═══ DATA

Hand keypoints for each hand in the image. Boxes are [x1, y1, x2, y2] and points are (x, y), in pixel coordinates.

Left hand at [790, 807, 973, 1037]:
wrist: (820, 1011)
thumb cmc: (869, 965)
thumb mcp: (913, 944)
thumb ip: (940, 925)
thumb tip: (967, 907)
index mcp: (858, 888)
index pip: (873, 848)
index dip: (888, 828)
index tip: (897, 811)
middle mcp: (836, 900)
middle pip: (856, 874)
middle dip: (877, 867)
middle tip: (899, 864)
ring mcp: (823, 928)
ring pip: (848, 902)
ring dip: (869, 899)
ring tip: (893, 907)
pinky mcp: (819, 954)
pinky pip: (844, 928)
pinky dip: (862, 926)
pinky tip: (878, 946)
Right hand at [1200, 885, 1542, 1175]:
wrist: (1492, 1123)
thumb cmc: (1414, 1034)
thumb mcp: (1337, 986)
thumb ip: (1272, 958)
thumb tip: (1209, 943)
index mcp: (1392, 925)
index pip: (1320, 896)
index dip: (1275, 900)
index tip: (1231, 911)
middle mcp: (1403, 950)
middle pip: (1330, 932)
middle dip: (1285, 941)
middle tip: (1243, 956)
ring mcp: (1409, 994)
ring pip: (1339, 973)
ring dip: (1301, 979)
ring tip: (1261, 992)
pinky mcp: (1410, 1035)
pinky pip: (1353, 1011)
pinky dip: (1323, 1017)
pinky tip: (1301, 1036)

══════

DESCRIPTION OF THE TASK
List, from the entries above, every line in which the word "middle" shows up.

ANSWER TO THIS PROBLEM
middle mcp: (836, 900)
middle pip: (856, 874)
middle dip: (877, 867)
middle tip: (899, 864)
middle mcp: (1403, 950)
middle pip: (1330, 932)
middle dip: (1285, 941)
middle tip: (1243, 956)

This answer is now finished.